On either side of the path that crosses the marquee and serves as a stage for the acrobats, empty and crushed plastic bottles are strewn on the ground. Around them crystallize all the tensions generated by access to the increasingly rare resource that gives its title to the show, water ( “Yé” in the Soussou language, editor’s note).

"There is an omnipresence of plastic and its derivatives in Africa, due to an invasion of China", continues Yann Ecauvre, who sought to draw inspiration from the daily life of the young acrobats of the troupe with whom he spent a lot of time. time in Conakry, the capital of Guinea.

I tried "to go towards a form that completely breaks the codes of the usual African circus", where the figures and the choreographies follow one another without downtime, which still relates to the founder of the company "Inextremiste". “You have to go towards reality” was my mantra, laughs the director.

Thus this scene where the contortionist Amara finds himself trapped in the middle of intense car traffic is represented by the lines of spectacular acrobatics of his comrades.

In another painting, a breakdancer deploys all his virtuosity with his back to a group watching a football match on television. But at regular intervals, he finds himself flat, causing the shutdown of the television set and the ire of the group of supporters. An allusion to the incessant power cuts in Africa, comments Yann Ecauvre , where "what remains the cheapest is the human crank in the end."

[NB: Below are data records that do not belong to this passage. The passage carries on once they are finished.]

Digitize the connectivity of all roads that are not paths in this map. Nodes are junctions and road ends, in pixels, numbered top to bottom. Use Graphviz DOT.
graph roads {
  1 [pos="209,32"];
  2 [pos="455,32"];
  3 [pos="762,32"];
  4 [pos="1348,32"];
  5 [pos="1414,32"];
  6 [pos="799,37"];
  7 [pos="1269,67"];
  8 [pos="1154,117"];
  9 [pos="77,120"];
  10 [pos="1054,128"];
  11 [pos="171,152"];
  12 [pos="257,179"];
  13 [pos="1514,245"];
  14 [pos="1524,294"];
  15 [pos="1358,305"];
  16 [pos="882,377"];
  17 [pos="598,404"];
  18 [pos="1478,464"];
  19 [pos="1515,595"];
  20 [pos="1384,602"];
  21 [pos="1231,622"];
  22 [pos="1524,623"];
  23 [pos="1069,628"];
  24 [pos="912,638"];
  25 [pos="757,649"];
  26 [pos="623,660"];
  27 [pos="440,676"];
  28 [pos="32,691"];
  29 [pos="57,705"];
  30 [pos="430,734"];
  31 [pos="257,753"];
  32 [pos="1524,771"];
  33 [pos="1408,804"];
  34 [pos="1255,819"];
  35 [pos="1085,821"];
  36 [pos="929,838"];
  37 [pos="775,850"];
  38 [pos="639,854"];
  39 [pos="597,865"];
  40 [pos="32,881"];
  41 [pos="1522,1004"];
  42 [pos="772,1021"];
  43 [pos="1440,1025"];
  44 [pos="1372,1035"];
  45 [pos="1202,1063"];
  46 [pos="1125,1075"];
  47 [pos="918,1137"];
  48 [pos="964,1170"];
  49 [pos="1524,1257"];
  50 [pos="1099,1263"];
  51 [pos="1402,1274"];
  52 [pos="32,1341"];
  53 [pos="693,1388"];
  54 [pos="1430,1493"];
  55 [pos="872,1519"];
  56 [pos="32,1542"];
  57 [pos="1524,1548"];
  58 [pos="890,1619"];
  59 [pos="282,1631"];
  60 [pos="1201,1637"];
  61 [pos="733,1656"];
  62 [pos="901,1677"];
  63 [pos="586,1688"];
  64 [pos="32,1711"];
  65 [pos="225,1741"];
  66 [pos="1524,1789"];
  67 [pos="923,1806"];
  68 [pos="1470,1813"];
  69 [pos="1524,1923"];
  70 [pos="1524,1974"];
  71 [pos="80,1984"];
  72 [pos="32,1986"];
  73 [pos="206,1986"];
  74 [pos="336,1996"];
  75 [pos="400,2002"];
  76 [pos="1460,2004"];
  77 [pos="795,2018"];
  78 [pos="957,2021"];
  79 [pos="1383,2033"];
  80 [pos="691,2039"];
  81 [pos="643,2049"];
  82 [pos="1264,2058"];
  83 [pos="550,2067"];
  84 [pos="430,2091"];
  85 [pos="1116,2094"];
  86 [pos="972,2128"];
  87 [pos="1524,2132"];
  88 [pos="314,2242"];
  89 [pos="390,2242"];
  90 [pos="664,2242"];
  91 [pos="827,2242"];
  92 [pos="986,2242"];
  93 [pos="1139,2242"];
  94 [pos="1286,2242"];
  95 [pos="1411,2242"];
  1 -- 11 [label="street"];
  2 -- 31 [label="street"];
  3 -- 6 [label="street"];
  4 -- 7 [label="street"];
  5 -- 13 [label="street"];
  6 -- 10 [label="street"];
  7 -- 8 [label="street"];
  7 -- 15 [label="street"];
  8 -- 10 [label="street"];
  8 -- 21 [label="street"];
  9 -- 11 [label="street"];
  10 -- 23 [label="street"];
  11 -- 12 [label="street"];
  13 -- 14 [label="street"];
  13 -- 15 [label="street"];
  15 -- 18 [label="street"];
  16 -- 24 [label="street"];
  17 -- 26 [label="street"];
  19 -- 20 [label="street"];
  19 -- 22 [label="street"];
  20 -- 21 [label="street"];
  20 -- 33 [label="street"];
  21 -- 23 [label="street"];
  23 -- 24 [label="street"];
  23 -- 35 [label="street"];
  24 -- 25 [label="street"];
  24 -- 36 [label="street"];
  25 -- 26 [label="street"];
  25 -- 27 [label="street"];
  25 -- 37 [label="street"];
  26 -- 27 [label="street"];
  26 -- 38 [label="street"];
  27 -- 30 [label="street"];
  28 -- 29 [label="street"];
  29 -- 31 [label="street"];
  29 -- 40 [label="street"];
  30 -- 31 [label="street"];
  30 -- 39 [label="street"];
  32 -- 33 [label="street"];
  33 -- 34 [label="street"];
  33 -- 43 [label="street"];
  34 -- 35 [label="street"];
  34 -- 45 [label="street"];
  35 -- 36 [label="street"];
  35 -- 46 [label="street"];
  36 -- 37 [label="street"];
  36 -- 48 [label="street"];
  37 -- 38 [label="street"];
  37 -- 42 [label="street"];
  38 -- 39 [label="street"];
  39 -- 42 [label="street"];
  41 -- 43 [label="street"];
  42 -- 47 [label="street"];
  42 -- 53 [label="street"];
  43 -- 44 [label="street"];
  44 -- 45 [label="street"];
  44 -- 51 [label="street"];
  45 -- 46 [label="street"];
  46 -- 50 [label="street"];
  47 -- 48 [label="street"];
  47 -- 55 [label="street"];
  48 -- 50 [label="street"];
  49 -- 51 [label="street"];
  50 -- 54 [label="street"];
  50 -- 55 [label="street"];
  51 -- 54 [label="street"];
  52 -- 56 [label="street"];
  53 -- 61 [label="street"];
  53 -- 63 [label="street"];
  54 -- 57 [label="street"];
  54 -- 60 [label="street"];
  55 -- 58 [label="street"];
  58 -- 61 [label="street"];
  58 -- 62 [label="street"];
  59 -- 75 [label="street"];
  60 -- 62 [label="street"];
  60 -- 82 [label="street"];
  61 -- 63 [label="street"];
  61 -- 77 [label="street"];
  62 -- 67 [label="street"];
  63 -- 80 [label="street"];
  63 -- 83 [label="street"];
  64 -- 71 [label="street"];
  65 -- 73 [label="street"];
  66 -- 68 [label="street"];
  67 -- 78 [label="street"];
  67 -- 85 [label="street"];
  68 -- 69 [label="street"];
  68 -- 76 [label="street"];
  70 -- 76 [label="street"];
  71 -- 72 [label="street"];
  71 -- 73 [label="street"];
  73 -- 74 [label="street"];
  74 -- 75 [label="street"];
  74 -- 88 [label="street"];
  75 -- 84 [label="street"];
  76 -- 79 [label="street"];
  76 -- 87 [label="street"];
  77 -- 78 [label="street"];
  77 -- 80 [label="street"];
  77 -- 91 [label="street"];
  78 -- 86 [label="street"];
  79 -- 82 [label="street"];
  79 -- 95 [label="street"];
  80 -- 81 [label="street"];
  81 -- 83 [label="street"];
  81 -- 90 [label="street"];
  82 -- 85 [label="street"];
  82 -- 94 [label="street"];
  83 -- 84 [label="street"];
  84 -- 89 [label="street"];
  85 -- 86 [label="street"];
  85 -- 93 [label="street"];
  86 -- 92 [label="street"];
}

The impressive human pyramids formed by the 11 men and two women of the troupe - aged 18 to 32 - also recall the sense of the collective of those who consider themselves a family.

"Circus Baobab gave meaning to my life, I became someone thanks to him, he made me grow, educated me, gave me everything by making me believe in me", remembers Kerfalla Bakala Camara , the current director of the company.

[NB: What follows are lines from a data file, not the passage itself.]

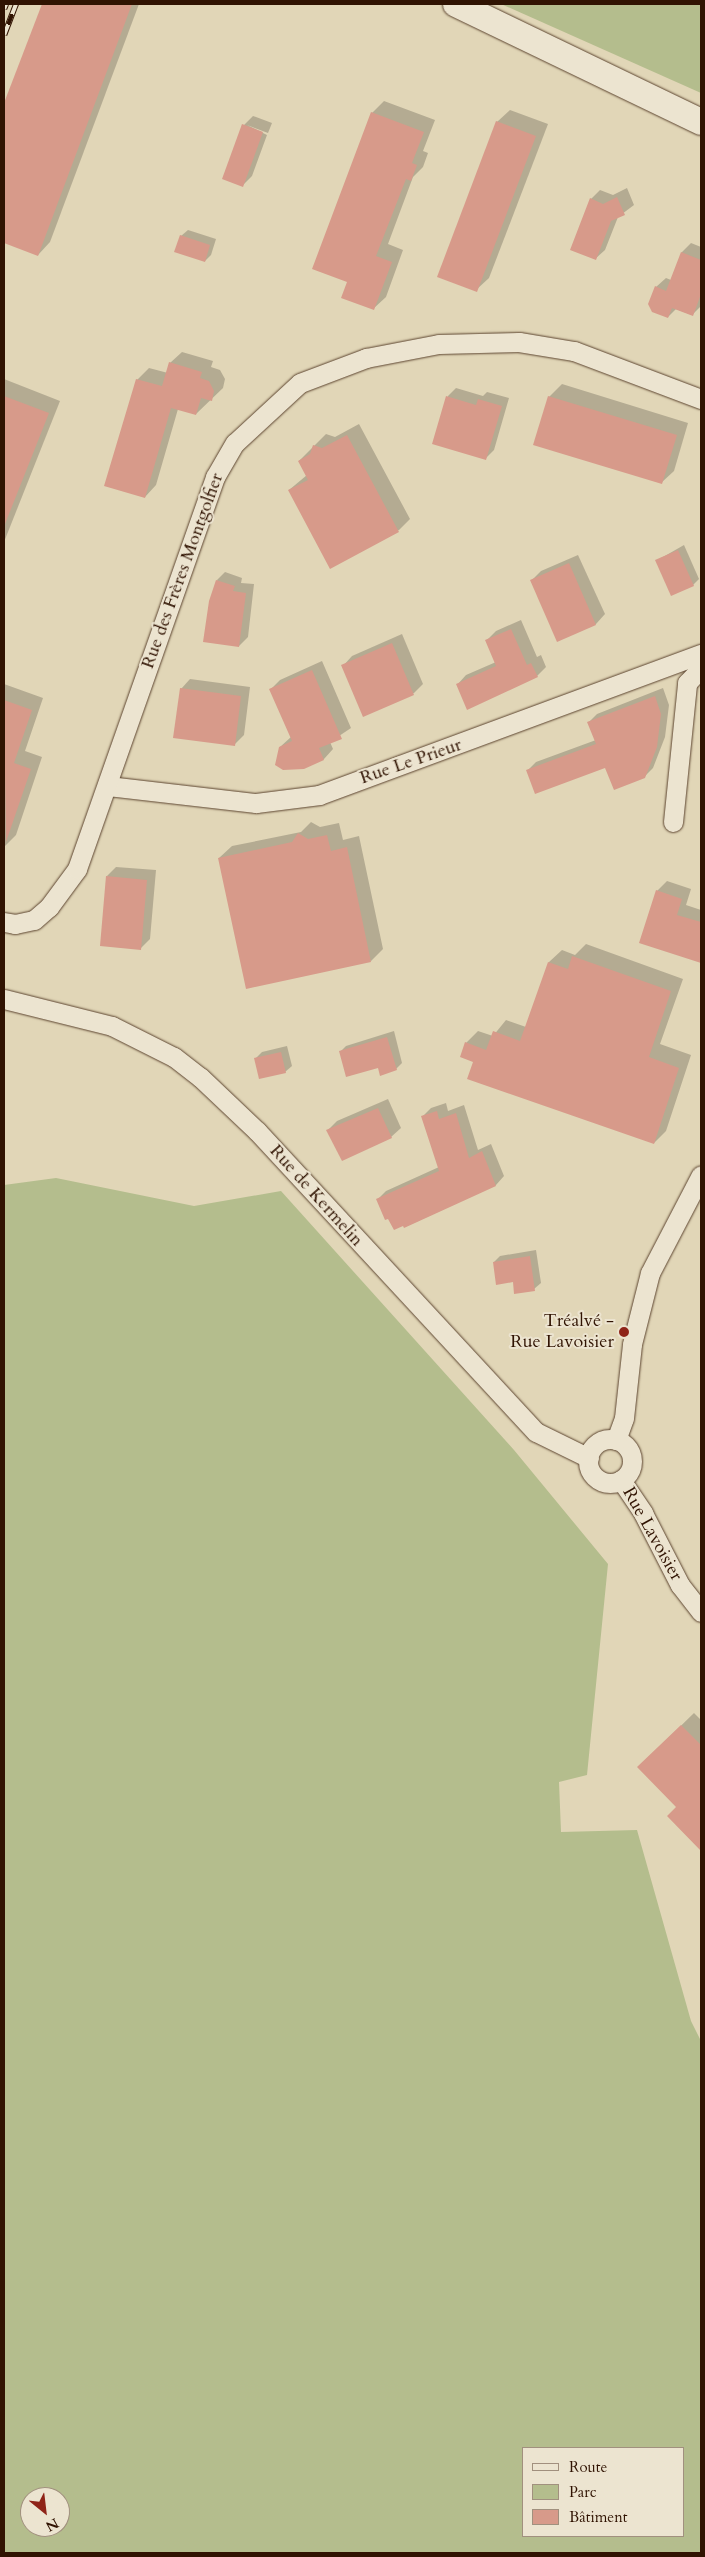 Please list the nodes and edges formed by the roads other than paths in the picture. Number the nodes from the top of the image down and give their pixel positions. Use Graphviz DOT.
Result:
graph roads {
  1 [pos="456,4"];
  2 [pos="701,122"];
  3 [pos="701,399"];
  4 [pos="701,654"];
  5 [pos="701,668"];
  6 [pos="108,786"];
  7 [pos="673,822"];
  8 [pos="9,923"];
  9 [pos="4,999"];
  10 [pos="701,1176"];
  11 [pos="616,1440"];
  12 [pos="589,1458"];
  13 [pos="621,1480"];
  14 [pos="701,1612"];
  1 -- 2 [label="main road"];
  3 -- 6 [label="street, Rue des Frères Montgolfier"];
  4 -- 6 [label="street, Rue Le Prieur"];
  5 -- 7 [label="street"];
  6 -- 8 [label="street, Rue des Frères Montgolfier"];
  9 -- 12 [label="street, Rue de Kermelin"];
  10 -- 11 [label="street"];
  11 -- 12 [label="street"];
  11 -- 13 [label="street"];
  12 -- 13 [label="street"];
  13 -- 14 [label="street, Rue Lavoisier"];
}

The adventure of this circus with a social and solidarity vocation began in 1998 in Guinea, under the impetus in particular of Pierrot Bidon, the founder of the Archaos circus.

The ambition of the company, which welcomes in Conakry a hundred young people whom it trains in the arts of the circus, is to offer a future "to children who have not had the chance to go to school", develops Kerfalla Bakala Camara, who himself joined the troupe when he was only ten years old.

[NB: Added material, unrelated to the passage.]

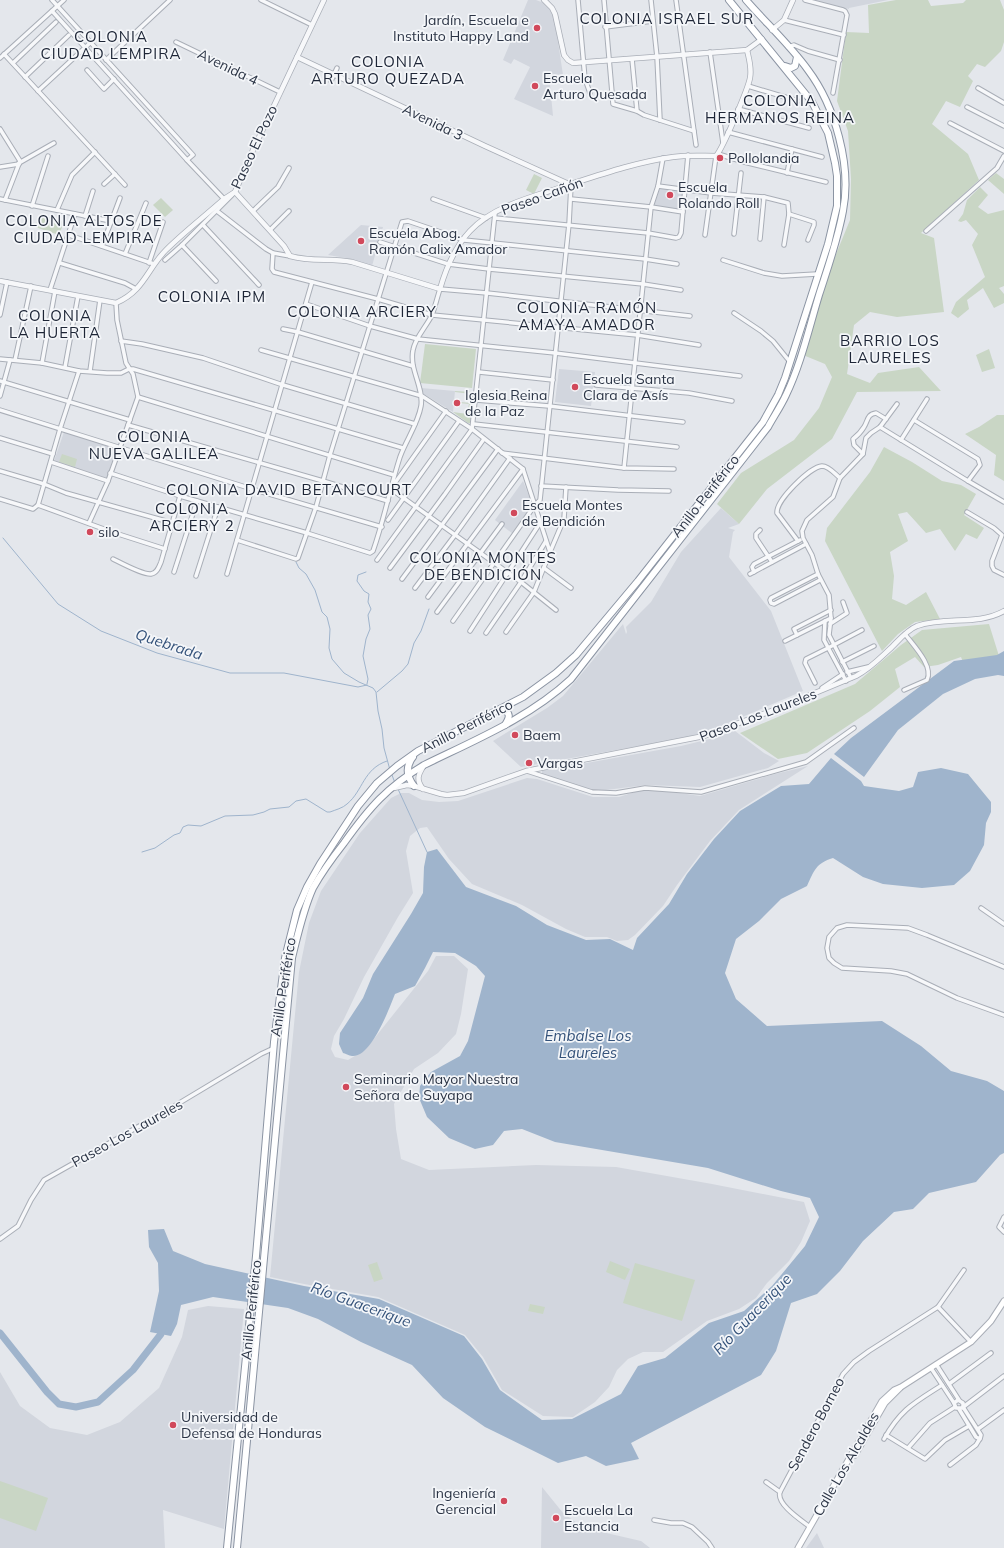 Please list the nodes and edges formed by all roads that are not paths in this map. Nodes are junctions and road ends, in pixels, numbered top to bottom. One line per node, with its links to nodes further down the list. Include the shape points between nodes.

Since then, Circus Baobab has largely contributed to changing the image of the circus in Guinea, he believes: "Today, there are even some families who send us children when before we were considered a delinquent. “ if we were doing the acrobat, he recalls.

In one of the last scenes of "Yé!", the artists take turns addressing the public in soussou before being projected into a net filled with empty bottles.

"I told them: throw away everything you find that is wrong with your world", reports Yann Ecauvre. “When they are ejected, they launch: and now, where do we go? ”, he adds. Because he concludes, "it always gets up despite everything", thanks to "the brotherhood of the group".